__WHAT YOU WILL DO__. Word for word, the data below must be repeated in full; no picture is to be included.

......

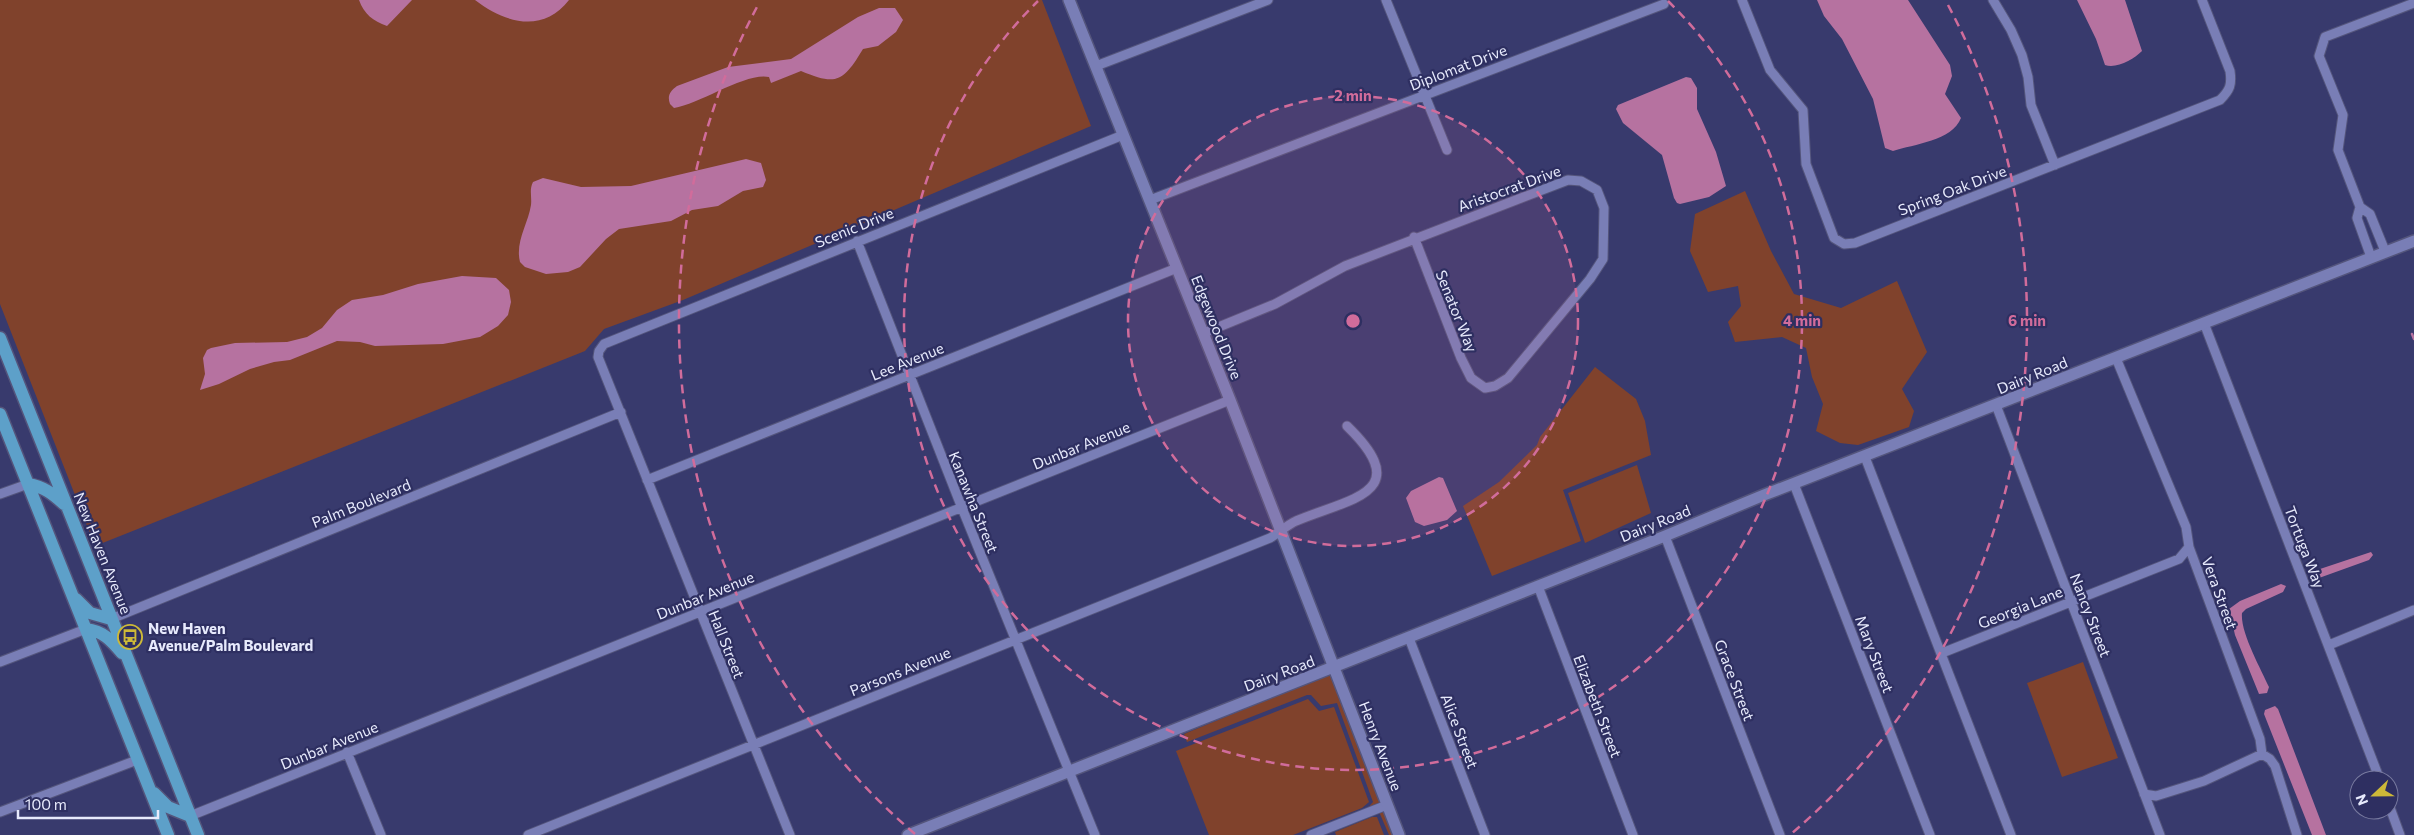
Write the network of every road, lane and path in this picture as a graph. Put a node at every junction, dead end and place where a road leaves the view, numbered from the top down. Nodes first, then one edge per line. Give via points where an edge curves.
1 (1069, 0) edge
2 (1268, 0) edge
3 (1386, 0) edge
4 (1742, 0) edge
5 (1992, 0) edge
6 (2202, 0) edge
7 (2414, 3) edge
8 (1664, 4) dead end
9 (1096, 66) junction
10 (1424, 95) junction
11 (1123, 135) junction
12 (1447, 150) dead end
13 (2055, 165) junction
14 (1150, 200) junction
15 (2360, 207) junction
16 (1414, 238) junction
17 (857, 241) junction
18 (2414, 241) edge
19 (2385, 251) junction
20 (2372, 257) junction
21 (1176, 268) junction
22 (2204, 323) junction
23 (1204, 333) junction
24 (0, 338) edge
25 (599, 351) joint
26 (2116, 358) junction
27 (910, 375) junction
28 (1485, 388) joint
29 (1230, 400) junction
30 (1996, 405) junction
31 (621, 412) junction
32 (0, 414) edge
33 (1347, 426) dead end
34 (1865, 457) junction
35 (647, 480) junction
36 (28, 484) junction
37 (1794, 484) junction
38 (0, 494) edge
39 (67, 508) junction
40 (962, 508) junction
41 (1282, 531) junction
42 (1665, 536) junction
43 (2189, 547) junction
44 (1538, 586) junction
45 (72, 595) junction
46 (2071, 601) junction
47 (2414, 610) edge
48 (699, 612) junction
49 (111, 619) junction
50 (86, 629) junction
51 (1409, 638) junction
52 (1015, 640) junction
53 (2329, 645) junction
54 (1942, 653) junction
55 (127, 658) junction
56 (0, 662) edge
57 (1335, 667) junction
58 (753, 745) junction
59 (347, 752) junction
60 (2262, 754) junction
61 (137, 760) junction
62 (2376, 770) edge
63 (1068, 772) junction
64 (149, 788) junction
65 (2144, 794) junction
66 (1388, 805) junction
67 (0, 812) edge
68 (190, 816) junction
69 (2394, 820) edge
70 (168, 835) edge
71 (198, 835) edge
72 (381, 835) edge
73 (528, 835) edge
74 (790, 835) edge
75 (908, 835) edge
76 (1094, 835) edge
77 (1310, 835) edge
78 (1399, 835) edge
79 (1485, 835) edge
80 (1633, 835) edge
81 (1780, 835) edge
82 (1930, 835) edge
83 (2011, 835) edge
84 (2160, 835) edge
85 (2297, 835) edge
86 (2400, 835) edge

1 - 9 street, Edgewood Drive
2 - 9 street
3 - 10 street
4 - 13 street, Spring Oak Drive via 1770,70 1803,110 1806,164 1834,238 1844,244 1855,243
5 - 13 street via 2012,30 2022,55 2032,105
6 - 13 street, Spring Oak Drive via 2230,71 2232,82 2229,90 2220,100
7 - 15 street via 2325,37 2319,56 2343,115 2338,150
8 - 10 street, Diplomat Drive
9 - 11 street, Edgewood Drive
10 - 12 street
10 - 14 street, Diplomat Drive
11 - 14 street, Edgewood Drive
11 - 17 street, Scenic Drive
14 - 21 street, Edgewood Drive
15 - 19 street via 2370,214
15 - 20 street via 2357,218
16 - 23 street, Aristocrat Drive via 1345,266 1275,304
16 - 28 street, Senator Way via 1464,366 1471,378
16 - 28 street, Aristocrat Drive via 1568,180 1581,180 1597,190 1604,208 1603,260 1508,378
17 - 25 street, Scenic Drive via 604,344
17 - 27 street, Kanawha Street
18 - 19 street, Dairy Road
19 - 20 street, Dairy Road
20 - 22 street, Dairy Road
21 - 23 street, Edgewood Drive
21 - 27 street, Lee Avenue
22 - 26 street, Dairy Road
22 - 53 street, Tortuga Way
23 - 29 street, Edgewood Drive
24 - 39 main road, New Haven Avenue
25 - 31 street, Hall Street via 598,357
26 - 30 street, Dairy Road
26 - 43 street, Vera Street via 2186,526
27 - 35 street, Lee Avenue
27 - 40 street, Kanawha Street
29 - 40 street, Dunbar Avenue
29 - 41 street, Edgewood Drive
30 - 34 street, Dairy Road
30 - 46 street, Nancy Street
31 - 35 street, Hall Street
31 - 49 street, Palm Boulevard
32 - 36 main road
33 - 41 street, Parsons Avenue via 1364,442 1374,461 1378,473 1376,484 1366,494 1293,522
34 - 37 street, Dairy Road
34 - 54 street
35 - 48 street, Hall Street
36 - 38 street
36 - 39 main road via 49,491
36 - 45 main road
37 - 42 street, Dairy Road
37 - 82 street, Mary Street
39 - 49 main road, New Haven Avenue
40 - 48 street, Dunbar Avenue
40 - 52 street, Kanawha Street
41 - 52 street, Parsons Avenue
41 - 57 street, Edgewood Drive
42 - 44 street, Dairy Road
42 - 81 street, Grace Street
43 - 46 street, Georgia Lane via 2179,559
43 - 60 street, Vera Street via 2260,739
44 - 51 street, Dairy Road
44 - 80 street, Elizabeth Street
45 - 49 main road via 90,613
45 - 50 main road
46 - 54 street, Georgia Lane
46 - 65 street, Nancy Street
47 - 53 street
48 - 58 street, Hall Street
48 - 59 street, Dunbar Avenue
49 - 55 main road, New Haven Avenue
50 - 55 main road via 97,630 107,636
50 - 56 street
50 - 61 main road
51 - 57 street, Dairy Road
51 - 79 street, Alice Street
52 - 58 street, Parsons Avenue
52 - 63 street, Kanawha Street
53 - 62 street, Tortuga Way
54 - 83 street
55 - 68 main road, New Haven Avenue
57 - 63 street, Dairy Road
57 - 66 street, Henry Avenue
58 - 73 street, Parsons Avenue
58 - 74 street, Hall Street
59 - 68 street, Dunbar Avenue
59 - 72 street
60 - 65 street via 2204,781 2156,796
60 - 85 street, Vera Street via 2275,766
61 - 64 main road
61 - 67 street
63 - 75 street, Dairy Road
63 - 76 street, Kanawha Street
64 - 68 main road via 168,807
64 - 70 main road
65 - 84 street, Nancy Street
66 - 77 street
66 - 78 street, Henry Avenue
68 - 71 main road, New Haven Avenue
69 - 86 street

......

__SOLUTION__.
Write the network of every road, lane and path in this picture as a graph. Put a node at every junction, dead end and place where a road leaves the view, numbered from the top down. Nodes first, then one edge per line. Give via points where an edge curves.
1 (1069, 0) edge
2 (1268, 0) edge
3 (1386, 0) edge
4 (1742, 0) edge
5 (1992, 0) edge
6 (2202, 0) edge
7 (2414, 3) edge
8 (1664, 4) dead end
9 (1096, 66) junction
10 (1424, 95) junction
11 (1123, 135) junction
12 (1447, 150) dead end
13 (2055, 165) junction
14 (1150, 200) junction
15 (2360, 207) junction
16 (1414, 238) junction
17 (857, 241) junction
18 (2414, 241) edge
19 (2385, 251) junction
20 (2372, 257) junction
21 (1176, 268) junction
22 (2204, 323) junction
23 (1204, 333) junction
24 (0, 338) edge
25 (599, 351) joint
26 (2116, 358) junction
27 (910, 375) junction
28 (1485, 388) joint
29 (1230, 400) junction
30 (1996, 405) junction
31 (621, 412) junction
32 (0, 414) edge
33 (1347, 426) dead end
34 (1865, 457) junction
35 (647, 480) junction
36 (28, 484) junction
37 (1794, 484) junction
38 (0, 494) edge
39 (67, 508) junction
40 (962, 508) junction
41 (1282, 531) junction
42 (1665, 536) junction
43 (2189, 547) junction
44 (1538, 586) junction
45 (72, 595) junction
46 (2071, 601) junction
47 (2414, 610) edge
48 (699, 612) junction
49 (111, 619) junction
50 (86, 629) junction
51 (1409, 638) junction
52 (1015, 640) junction
53 (2329, 645) junction
54 (1942, 653) junction
55 (127, 658) junction
56 (0, 662) edge
57 (1335, 667) junction
58 (753, 745) junction
59 (347, 752) junction
60 (2262, 754) junction
61 (137, 760) junction
62 (2376, 770) edge
63 (1068, 772) junction
64 (149, 788) junction
65 (2144, 794) junction
66 (1388, 805) junction
67 (0, 812) edge
68 (190, 816) junction
69 (2394, 820) edge
70 (168, 835) edge
71 (198, 835) edge
72 (381, 835) edge
73 (528, 835) edge
74 (790, 835) edge
75 (908, 835) edge
76 (1094, 835) edge
77 (1310, 835) edge
78 (1399, 835) edge
79 (1485, 835) edge
80 (1633, 835) edge
81 (1780, 835) edge
82 (1930, 835) edge
83 (2011, 835) edge
84 (2160, 835) edge
85 (2297, 835) edge
86 (2400, 835) edge

1 - 9 street, Edgewood Drive
2 - 9 street
3 - 10 street
4 - 13 street, Spring Oak Drive via 1770,70 1803,110 1806,164 1834,238 1844,244 1855,243
5 - 13 street via 2012,30 2022,55 2032,105
6 - 13 street, Spring Oak Drive via 2230,71 2232,82 2229,90 2220,100
7 - 15 street via 2325,37 2319,56 2343,115 2338,150
8 - 10 street, Diplomat Drive
9 - 11 street, Edgewood Drive
10 - 12 street
10 - 14 street, Diplomat Drive
11 - 14 street, Edgewood Drive
11 - 17 street, Scenic Drive
14 - 21 street, Edgewood Drive
15 - 19 street via 2370,214
15 - 20 street via 2357,218
16 - 23 street, Aristocrat Drive via 1345,266 1275,304
16 - 28 street, Senator Way via 1464,366 1471,378
16 - 28 street, Aristocrat Drive via 1568,180 1581,180 1597,190 1604,208 1603,260 1508,378
17 - 25 street, Scenic Drive via 604,344
17 - 27 street, Kanawha Street
18 - 19 street, Dairy Road
19 - 20 street, Dairy Road
20 - 22 street, Dairy Road
21 - 23 street, Edgewood Drive
21 - 27 street, Lee Avenue
22 - 26 street, Dairy Road
22 - 53 street, Tortuga Way
23 - 29 street, Edgewood Drive
24 - 39 main road, New Haven Avenue
25 - 31 street, Hall Street via 598,357
26 - 30 street, Dairy Road
26 - 43 street, Vera Street via 2186,526
27 - 35 street, Lee Avenue
27 - 40 street, Kanawha Street
29 - 40 street, Dunbar Avenue
29 - 41 street, Edgewood Drive
30 - 34 street, Dairy Road
30 - 46 street, Nancy Street
31 - 35 street, Hall Street
31 - 49 street, Palm Boulevard
32 - 36 main road
33 - 41 street, Parsons Avenue via 1364,442 1374,461 1378,473 1376,484 1366,494 1293,522
34 - 37 street, Dairy Road
34 - 54 street
35 - 48 street, Hall Street
36 - 38 street
36 - 39 main road via 49,491
36 - 45 main road
37 - 42 street, Dairy Road
37 - 82 street, Mary Street
39 - 49 main road, New Haven Avenue
40 - 48 street, Dunbar Avenue
40 - 52 street, Kanawha Street
41 - 52 street, Parsons Avenue
41 - 57 street, Edgewood Drive
42 - 44 street, Dairy Road
42 - 81 street, Grace Street
43 - 46 street, Georgia Lane via 2179,559
43 - 60 street, Vera Street via 2260,739
44 - 51 street, Dairy Road
44 - 80 street, Elizabeth Street
45 - 49 main road via 90,613
45 - 50 main road
46 - 54 street, Georgia Lane
46 - 65 street, Nancy Street
47 - 53 street
48 - 58 street, Hall Street
48 - 59 street, Dunbar Avenue
49 - 55 main road, New Haven Avenue
50 - 55 main road via 97,630 107,636
50 - 56 street
50 - 61 main road
51 - 57 street, Dairy Road
51 - 79 street, Alice Street
52 - 58 street, Parsons Avenue
52 - 63 street, Kanawha Street
53 - 62 street, Tortuga Way
54 - 83 street
55 - 68 main road, New Haven Avenue
57 - 63 street, Dairy Road
57 - 66 street, Henry Avenue
58 - 73 street, Parsons Avenue
58 - 74 street, Hall Street
59 - 68 street, Dunbar Avenue
59 - 72 street
60 - 65 street via 2204,781 2156,796
60 - 85 street, Vera Street via 2275,766
61 - 64 main road
61 - 67 street
63 - 75 street, Dairy Road
63 - 76 street, Kanawha Street
64 - 68 main road via 168,807
64 - 70 main road
65 - 84 street, Nancy Street
66 - 77 street
66 - 78 street, Henry Avenue
68 - 71 main road, New Haven Avenue
69 - 86 street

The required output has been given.